Requirement:
Throughout the material below, count each line in which the word "document" appears, then reply with the count only.

*** Opening of Given entries ***

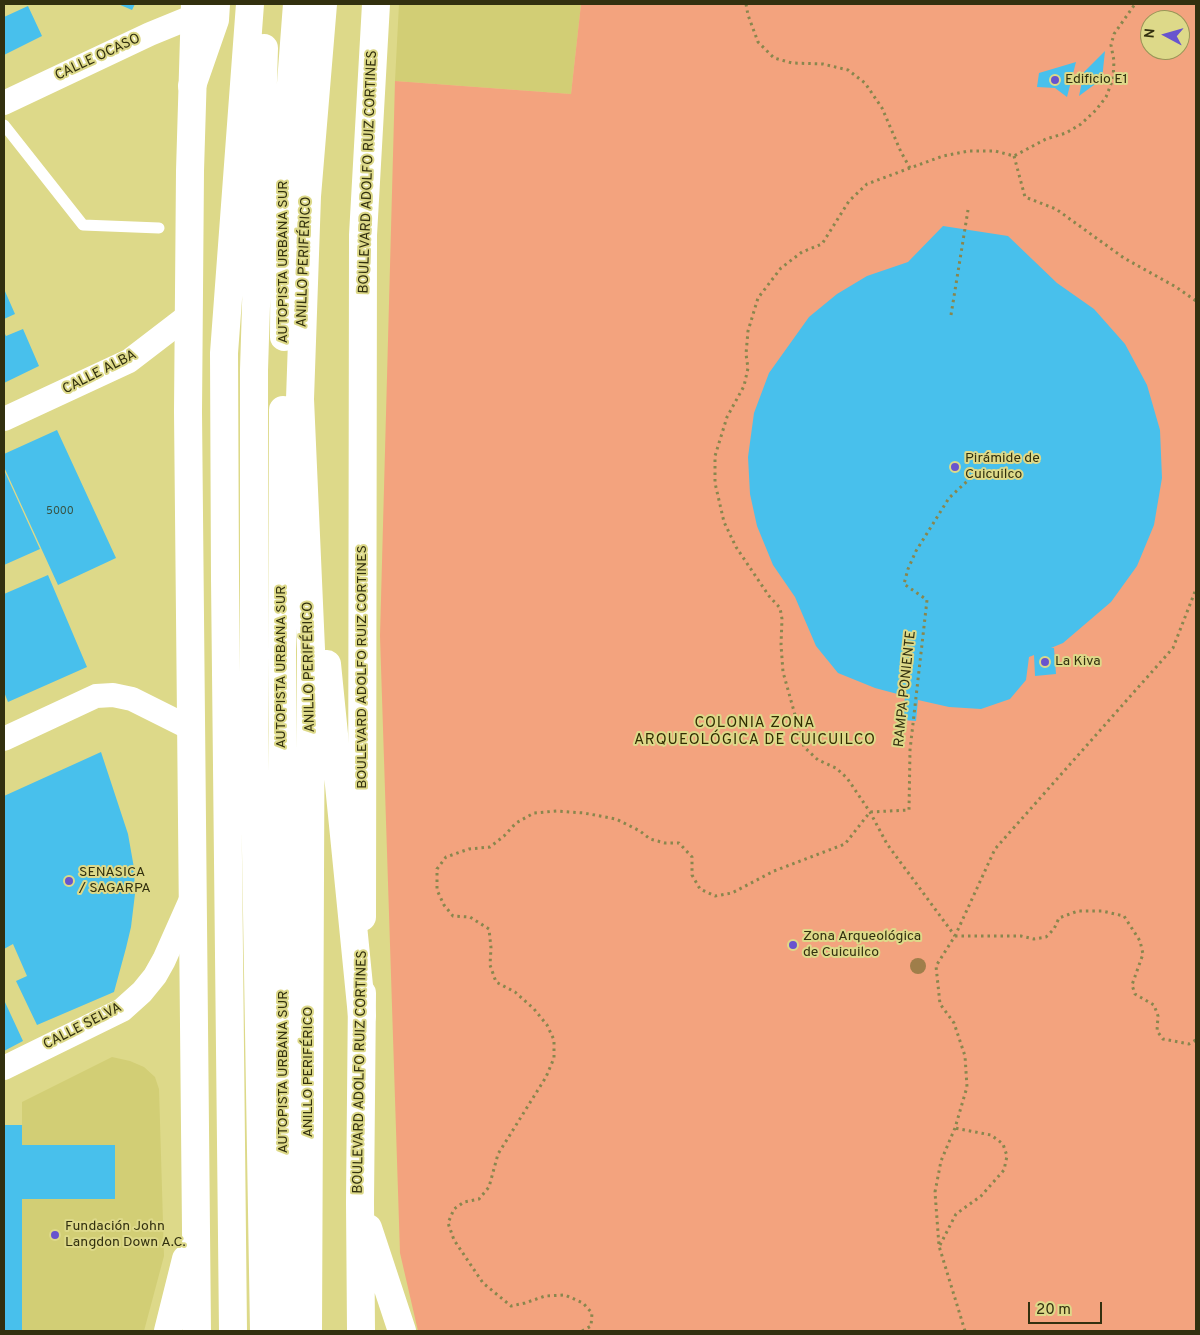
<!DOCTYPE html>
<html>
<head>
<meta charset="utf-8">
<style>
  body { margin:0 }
  #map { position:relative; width:1200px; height:1335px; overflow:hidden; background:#ddd989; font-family:Overpass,sans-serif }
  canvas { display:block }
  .frame { position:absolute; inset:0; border:5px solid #32300f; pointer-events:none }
  .north { position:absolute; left:1140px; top:10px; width:50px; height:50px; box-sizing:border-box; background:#ddd989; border:1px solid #999558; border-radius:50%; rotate:276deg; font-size:14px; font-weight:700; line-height:20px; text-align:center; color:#32300f }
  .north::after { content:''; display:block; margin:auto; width:18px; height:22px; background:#6854ce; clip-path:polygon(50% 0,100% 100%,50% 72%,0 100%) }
  .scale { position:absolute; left:1028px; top:1302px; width:74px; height:22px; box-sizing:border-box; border:2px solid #32300f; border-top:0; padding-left:6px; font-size:15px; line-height:18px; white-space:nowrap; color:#32300f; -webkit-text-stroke:4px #ddd989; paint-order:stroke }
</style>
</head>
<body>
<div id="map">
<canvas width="1200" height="1335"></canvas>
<div class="frame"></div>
<div class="north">N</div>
<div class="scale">20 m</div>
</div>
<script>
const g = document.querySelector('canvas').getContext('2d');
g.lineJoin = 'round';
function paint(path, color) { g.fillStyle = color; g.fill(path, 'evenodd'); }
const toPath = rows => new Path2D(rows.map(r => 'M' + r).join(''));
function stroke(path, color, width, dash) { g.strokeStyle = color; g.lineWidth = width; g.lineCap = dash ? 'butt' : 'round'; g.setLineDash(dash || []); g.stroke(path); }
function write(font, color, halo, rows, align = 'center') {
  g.font = font + ' Overpass,sans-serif'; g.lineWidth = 4; g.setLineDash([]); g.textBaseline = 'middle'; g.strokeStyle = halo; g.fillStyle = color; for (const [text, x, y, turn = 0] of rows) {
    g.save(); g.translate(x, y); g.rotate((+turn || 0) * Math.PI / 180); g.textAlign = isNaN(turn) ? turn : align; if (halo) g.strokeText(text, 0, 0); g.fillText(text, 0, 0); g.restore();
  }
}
paint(toPath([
  [399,4,581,4,571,94,395,81],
  [112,1057,130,1061,144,1067,155,1077,159,1089,164,1256,144,1331,4,1331,4,1125,22,1125,22,1102]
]), '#d2ce75');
paint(toPath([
  [581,4,1196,4,1196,1331,418,1331,400,1253,380,636,395,81,571,94],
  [1150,20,1180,20,1180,50,1150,50]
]), '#f3a37e');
paint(toPath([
  [118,4,135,4,132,10],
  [28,6,42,36,4,55,4,17],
  [1105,51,1102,79,1079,96,1084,72],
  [1076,62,1067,97,1055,88,1037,87,1039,73],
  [943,226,1008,236,1057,283,1094,309,1125,344,1147,385,1160,430,1162,478,1154,525,1137,566,1111,602,1063,643,1051,648,1054,648,1056,674,1035,676,1034,655,1029,657,1026,680,1010,699,981,709,949,707,918,700,916,721,903,720,905,696,875,688,838,673,816,646,795,597,773,565,757,526,750,494,748,457,754,413,769,373,809,317,837,294,867,276,908,262],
  [4,289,15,314,4,319],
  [23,329,39,366,4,383,4,332,6,336],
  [57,430,116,558,58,585,4,467,4,454],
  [4,470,40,549,4,565],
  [48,575,87,667,8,702,4,692,4,594],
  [101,752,128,834,134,868,135,894,131,927,126,948,114,992,37,1025,16,981,27,976,13,944,4,949,4,796],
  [4,1000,23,1041,4,1051],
  [4,1125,22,1125,22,1145,115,1145,115,1199,22,1199,22,1331,4,1331]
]), '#48c0ec');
stroke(toPath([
  [746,4,748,15,758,42,774,58,792,63,823,64,848,70,865,83,882,108,901,152,910,168,943,156,969,151,995,151,1014,156,1046,139,1066,133,1081,124,1096,110,1106,97,1113,79,1114,61,1111,45,1114,34,1135,4],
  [1014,156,1025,197,1056,209,1124,258,1176,287,1196,301],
  [910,168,867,184,849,201,822,244,802,252,781,268,758,298,748,331,746,354,748,368,744,386,727,417,715,456,715,483,724,522,736,547,769,596,780,608,782,619,781,645,783,672,804,747,818,760,836,768,847,778,870,812,887,844,955,936],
  [951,315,968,210],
  [955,936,1021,936,1034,939,1046,937,1054,929,1059,918,1078,911,1102,911,1124,916,1140,941,1143,954,1132,985,1135,994,1154,1005,1158,1016,1157,1031,1163,1039,1189,1044,1196,1040],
  [940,1245,956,1214,981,1196,1004,1170,1007,1156,1003,1144,991,1135,955,1128],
  [582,1331,591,1326,592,1313,583,1303,565,1295,545,1296,525,1303,511,1306,483,1283,454,1240,448,1223,454,1209,464,1202,479,1199,489,1187,498,1154,546,1077,554,1058,554,1040,547,1025,534,1009,515,992,496,982,490,965,491,948,489,929,470,917,453,916,444,905,437,890,437,869,446,857,469,849,490,847,504,836,516,823,534,813,557,811,584,813,616,819,640,831,650,839,665,843,679,843,692,857,692,875,700,889,715,896,732,893,774,871,845,844,870,812,909,810,910,750,927,600,904,584,908,569,916,551,949,498,977,472],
  [965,1331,939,1246,935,1192,941,1161,955,1128,967,1087,965,1056,954,1023,940,1004,936,966,955,936,995,849,1173,648,1196,589]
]), '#89864d', 3, [2.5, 4]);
stroke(toPath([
  [4,125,83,225,159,228]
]), '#fff', 11);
stroke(toPath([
  [4,103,150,34,194,16],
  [4,419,129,361,189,315],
  [4,739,96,696,113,695,132,699,190,728],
  [4,1068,122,1010,142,992,155,976,164,960,192,897]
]), '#fff', 24);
stroke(toPath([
  [195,4,190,171,188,412,197,1331],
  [362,917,363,235,376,4],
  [368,1228,402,1331],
  [168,1331,186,1259],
  [361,1331,360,1202,362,993]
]), '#fff', 28);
stroke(toPath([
  [192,86,215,20,216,4],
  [284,337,285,162,297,4],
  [283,410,282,654,286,1331],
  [327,664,362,1016],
  [233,1331,225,579,224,353,250,4],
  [264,1331,254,730,254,370,264,48],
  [308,1331,311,649,300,399,307,196,323,4]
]), '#fff', 28);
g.fillStyle = '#9f7e4a';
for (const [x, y] of [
  [918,966]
]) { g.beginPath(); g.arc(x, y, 8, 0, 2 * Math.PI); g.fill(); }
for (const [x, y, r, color] of [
  [1055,80,5,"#6854ce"],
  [955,467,5,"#6854ce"],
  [1045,662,5,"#6854ce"],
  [69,881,5,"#6854ce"],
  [793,945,5,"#6854ce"],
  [55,1235,5,"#6854ce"]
]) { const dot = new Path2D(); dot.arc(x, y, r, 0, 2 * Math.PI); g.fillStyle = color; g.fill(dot); stroke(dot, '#ddd989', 2); }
write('11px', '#385446', null, [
  ["5000",60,512]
]);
write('14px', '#32300f', '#ddd989', [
  ["CALLE OCASO",98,58,-25],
  ["BOULEVARD ADOLFO RUIZ CORTINES",369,172,-88],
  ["AUTOPISTA URBANA SUR",284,262,-90],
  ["ANILLO PERIFÉRICO",305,262,-88],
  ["CALLE ALBA",100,373,-27],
  ["AUTOPISTA URBANA SUR",282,667,-90],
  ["ANILLO PERIFÉRICO",310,667,-91],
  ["BOULEVARD ADOLFO RUIZ CORTINES",363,667,-90],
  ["RAMPA PONIENTE",906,689,-84],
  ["CALLE SELVA",83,1027,-27],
  ["AUTOPISTA URBANA SUR",284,1072,-90],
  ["ANILLO PERIFÉRICO",309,1072,-90],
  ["BOULEVARD ADOLFO RUIZ CORTINES",361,1072,-89]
]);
write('14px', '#32300f', '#ddd989', [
  ["Edificio E1",1065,80],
  ["Pirámide de",965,459],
  ["Cuicuilco",965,475],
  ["La Kiva",1055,662],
  ["SENASICA",79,873],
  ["/ SAGARPA",79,889],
  ["Zona Arqueológica",803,937],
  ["de Cuicuilco",803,953],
  ["Fundación John",65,1227],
  ["Langdon Down A.C.",65,1243]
], 'left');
g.letterSpacing = '1px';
write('15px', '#312e02', '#ddd989', [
  ["COLONIA ZONA",755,724],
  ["ARQUEOLÓGICA DE CUICUILCO",755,741]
]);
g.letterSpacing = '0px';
</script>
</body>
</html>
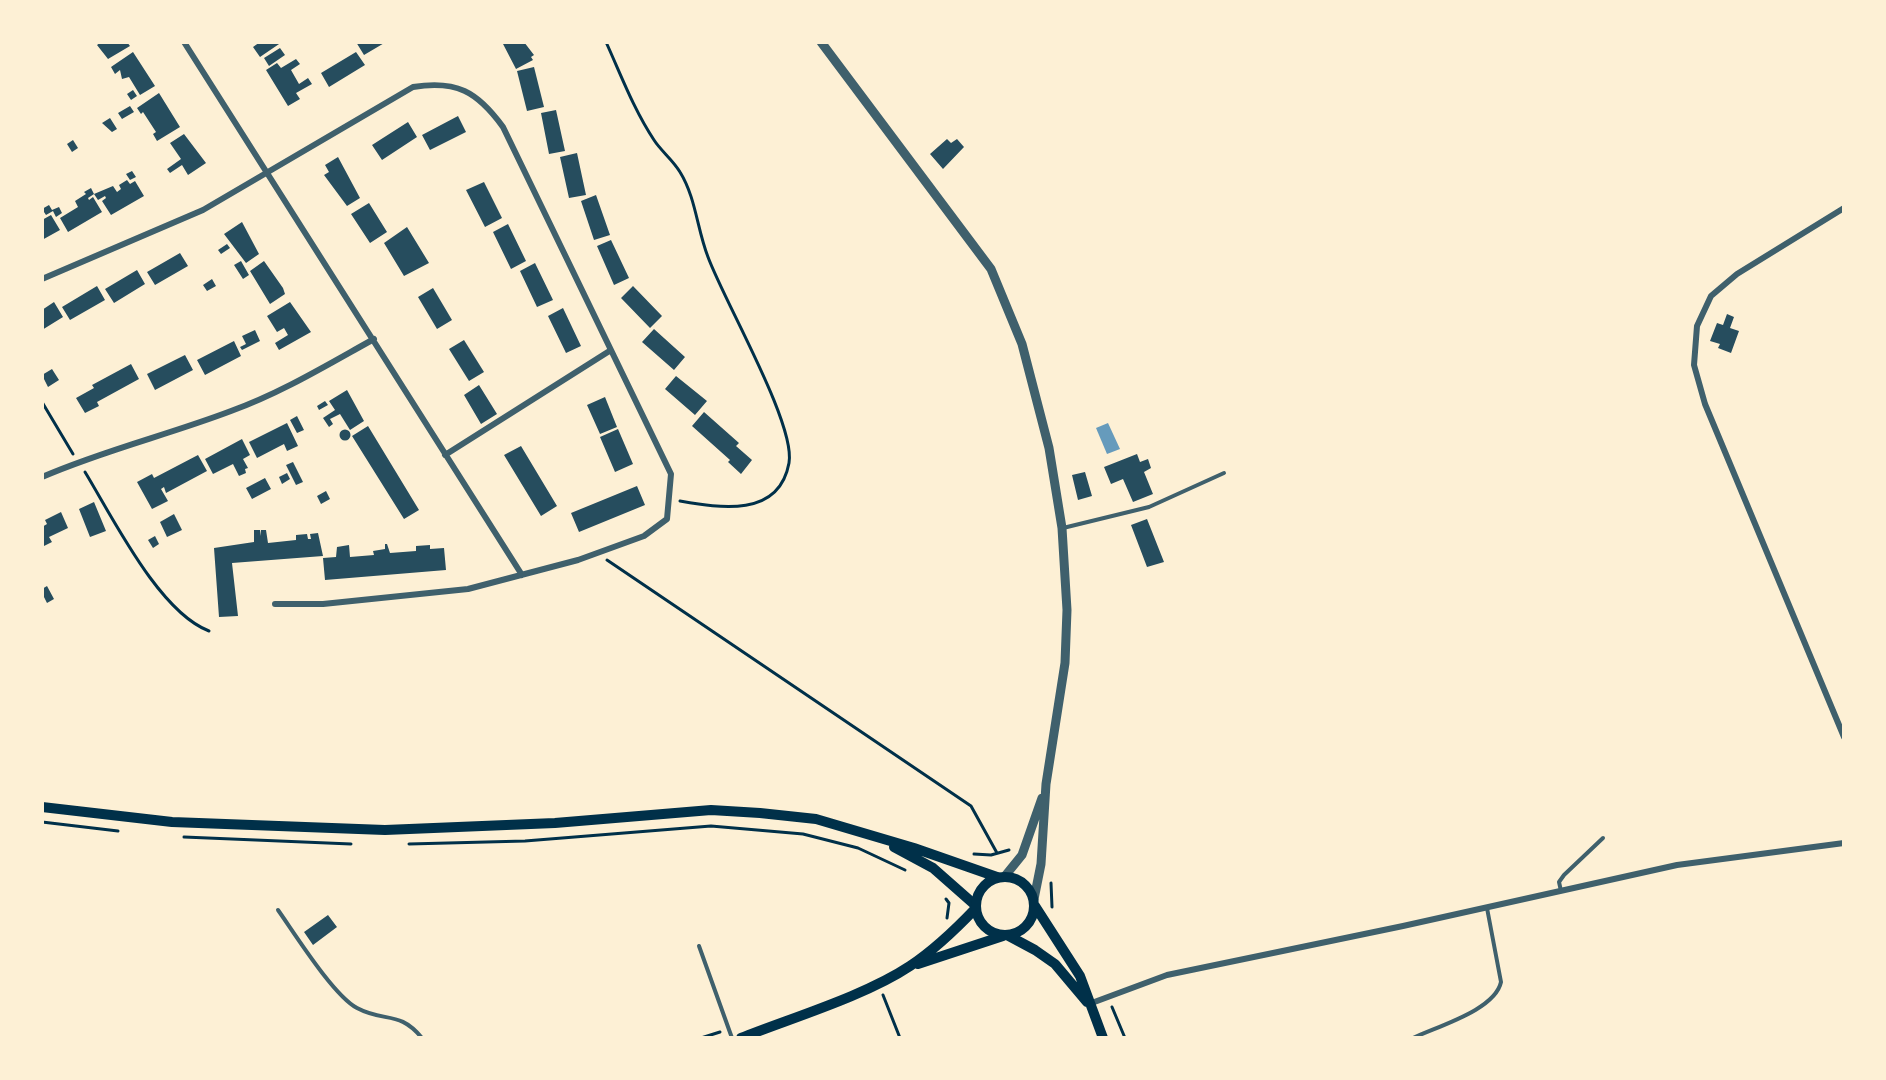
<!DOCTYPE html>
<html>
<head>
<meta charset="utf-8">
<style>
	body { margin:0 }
	#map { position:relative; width:1886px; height:1080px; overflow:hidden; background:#fdf0d5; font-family:Montserrat,sans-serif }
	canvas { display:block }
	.frame { position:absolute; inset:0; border:44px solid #fdf0d5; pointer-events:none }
</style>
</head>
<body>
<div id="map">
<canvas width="1886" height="1080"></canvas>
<div class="frame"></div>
</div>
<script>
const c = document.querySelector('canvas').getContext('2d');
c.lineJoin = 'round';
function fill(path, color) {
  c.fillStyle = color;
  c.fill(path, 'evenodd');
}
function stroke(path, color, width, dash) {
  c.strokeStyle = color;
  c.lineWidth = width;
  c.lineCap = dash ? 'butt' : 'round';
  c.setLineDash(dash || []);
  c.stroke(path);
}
const water = new Path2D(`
	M1108 423 1120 449 1107 454 1096 428Z`);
const building = new Path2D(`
	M101 42H127L130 46 108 59 97 45Z
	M260 42H282L260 57 253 47Z
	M356 42H386L364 55Z
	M502 42H524L534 55 531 57 533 60 516 69Z
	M280 48 285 55 269 66 264 58Z
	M133 52 155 86 140 95 129 77 122 79 120 70 115 74 111 67Z
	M356 52 365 65 329 87 321 73Z
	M296 59 300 64 291 70 299 84 308 78 312 84 296 93 300 99 288 106 266 70 277 63 281 68Z
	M534 67 544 107 527 111 517 71Z
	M133 90 137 96 131 100 127 94Z
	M159 93 180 127 157 141 153 134 156 132 143 112 141 114 137 108Z
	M130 106 134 112 122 119 118 113Z
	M556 110 565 151 549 154 541 113Z
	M458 116 466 132 430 150 422 135Z
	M110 118 117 129 112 132 102 123Z
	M408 122 417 137 382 160 372 145Z
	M184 134 206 163 188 175 182 165 170 173 167 169 181 159 170 143Z
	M947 139 951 143 957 139 964 147 943 169 930 154Z
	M73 140 78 148 72 152 67 144Z
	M577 153 586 195 569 198 560 157Z
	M338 157 360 198 347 206 324 175 329 172 325 165Z
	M132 171 136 177 130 180 126 174Z
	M127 180 130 184 135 181 144 196 111 215 102 201 106 198 105 196 98 200 94 194 88 198 89 200 93 197 102 212 68 232 60 218 78 207 75 201 86 194 84 192 91 188 94 194 113 186 117 192 121 189 119 185Z
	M484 182 502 218 485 227 466 190Z
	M596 195 610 235 594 240 581 201Z
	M369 203 387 232 370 243 351 214Z
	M49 205 52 210 59 207 62 213 56 217 53 211 46 215 42 209Z
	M51 215 60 230 42 240V220Z
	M242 222 259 254 246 263 224 234Z
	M508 224 526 261 511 269 493 232Z
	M407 227 429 263 404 276 384 243Z
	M611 240 629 278 614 285 597 246Z
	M227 244 230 248 221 254 218 250Z
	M180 253 188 266 155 285 147 272Z
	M241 261 249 275 243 279 234 265Z
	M264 261 283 288 285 294 270 304 250 271Z
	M535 263 553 300 537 307 520 271Z
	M137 270 145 284 114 303 105 289Z
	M212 279 216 286 207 291 203 285Z
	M97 286 105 300 70 320 62 307Z
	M633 286 662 316 650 328 621 298Z
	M433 288 452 320 437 329 418 297Z
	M54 302 63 317 42 330V310Z
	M290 302 311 332 279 350 275 343 288 335 284 328 277 332 267 316Z
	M563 308 581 346 566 353 548 316Z
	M1727 314 1734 317 1730 328 1739 331 1731 353 1718 348 1720 344 1710 341 1717 323 1723 325Z
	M654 329 685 357 674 370 642 342Z
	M255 330 260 341 242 350 240 347 246 344 242 336Z
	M464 340 484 372 469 381 449 349Z
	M234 341 241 356 205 375 197 360Z
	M185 355 193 370 155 390 147 374Z
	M131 364 139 379 97 402 99 406 85 413 76 398 94 388 92 385Z
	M52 369 59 380 48 387 42 375Z
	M676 376 707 401 695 415 665 389Z
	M479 385 497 414 481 424 464 395Z
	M347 390 364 421 350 430 340 414 330 419 333 424 329 427 323 418 335 410 329 401Z
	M605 397 617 427 600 434 587 405Z
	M325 401 328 405 319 410 317 406Z
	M704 412 739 443 736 446 752 460 741 474 728 462 730 460 692 426Z
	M297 416 304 430 297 433 290 420Z
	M287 423 298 446 287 451 284 444 257 458 249 442Z
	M368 426 419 510 404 519 352 436Z
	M618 429 633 464 615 472 600 437Z
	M339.5 435a5.5 5.5 0 1 1 11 0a5.5 5.5 0 1 1-11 0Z
	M242 439 250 455 243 459 248 468 245 469 246 473 239 476 233 464 213 474 205 459Z
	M521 446 557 506 541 516 504 455Z
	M1137 454 1140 462 1148 459 1151 468 1144 472 1153 494 1133 502 1123 479 1111 484 1104 467Z
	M198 455 207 471 166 493 164 487 161 489 168 501 152 509 137 482 152 474 154 478Z
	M293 462 303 482 296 485 286 465Z
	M1085 472 1092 496 1078 500 1072 475Z
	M287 473 290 479 282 484 279 477Z
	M265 478 271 489 252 499 246 488Z
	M637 486 645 505 579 532 571 513Z
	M326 491 330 499 321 504 317 496Z
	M94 502 106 531 90 537 79 509Z
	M61 512 68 528 49 537 52 542 42 547V527L47 524 45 520Z
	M174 514 182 530 167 537 160 522Z
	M1147 519 1164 562 1147 567 1131 525Z
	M254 530H260L261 536V530H266L268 543 296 540V535L307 534 308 539H311L310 534 318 533 323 556 232 563 238 616 219 617 214 548 254 542Z
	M155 536 159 544 153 548 148 540Z
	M385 544H387L390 553 416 551V546L430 545V549L444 548 446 570 325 580 323 558 336 557 337 547 349 545 350 557 374 555 373 551 385 549Z
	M47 586 54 599 47 603 42 593V589Z
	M328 915 337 927 313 945 304 932Z`);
const path = new Path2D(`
	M606 42C621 75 634 110 654 140 661 151 673 160 680 172 696 198 697 229 708 257 724 301 796 424 789 463 779 518 720 508 680 501
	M42 402 73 454
	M85 472C113 518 159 612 209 631
	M607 560 971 806 997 853
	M42 822 118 831
	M184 837 351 844
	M409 844 525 841 711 826 803 834 858 848 905 870
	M974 854 991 855 1009 850
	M1051 883 1052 907
	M946 899 949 903 947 918
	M883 995 900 1038
	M1112 1007 1125 1038
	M701 1038 720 1032`);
const service = new Path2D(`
	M1063 528 1149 507 1224 473
	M1561 891 1559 882 1564 875 1603 838
	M278 910C295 934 333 995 357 1008 385 1023 399 1010 422 1038
	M699 946 732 1038
	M1413 1038C1438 1026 1495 1010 1501 982L1487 908`);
const minor = new Path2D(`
	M184 42 522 575
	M1844 208 1737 274 1711 296 1697 326 1694 365 1705 404 1844 737
	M42 279 203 210 413 87C456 80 477 91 503 127L671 474 667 519 644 536 578 560 468 589 323 604H275
	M445 455 611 350
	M42 477C104 450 168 435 231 411 281 393 327 365 374 339
	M1089 1004 1167 975 1403 926 1677 865 1844 843`);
const tertiary = new Path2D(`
	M821 42 991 269 1022 344 1049 448 1062 528 1067 610 1065 663 1046 784 1041 864 1034 899
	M1005 876 1022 855 1042 798`);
const secondary = new Path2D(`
	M42 807 172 822 385 830 555 823 711 810 760 813 816 819 914 848 997 877
	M894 847 933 868 975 905`);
const primary = new Path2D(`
	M976 906a29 29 0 1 1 58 0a29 29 0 1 1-58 0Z
	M1035 906 1080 976 1103 1038
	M1007 935 1035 950 1055 964 1087 1002
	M918 964 1003 936
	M741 1038C791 1018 865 996 910 966 934 950 955 930 975 909`);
fill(water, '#669bbc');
fill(building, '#264d5e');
stroke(path, '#003049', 3);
stroke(service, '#3f606c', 4);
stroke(minor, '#3f606c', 6);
stroke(tertiary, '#3f606c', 9);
stroke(secondary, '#003049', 10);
stroke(primary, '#003049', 10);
</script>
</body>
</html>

*** Close of Given entries ***

Solution for this task:
2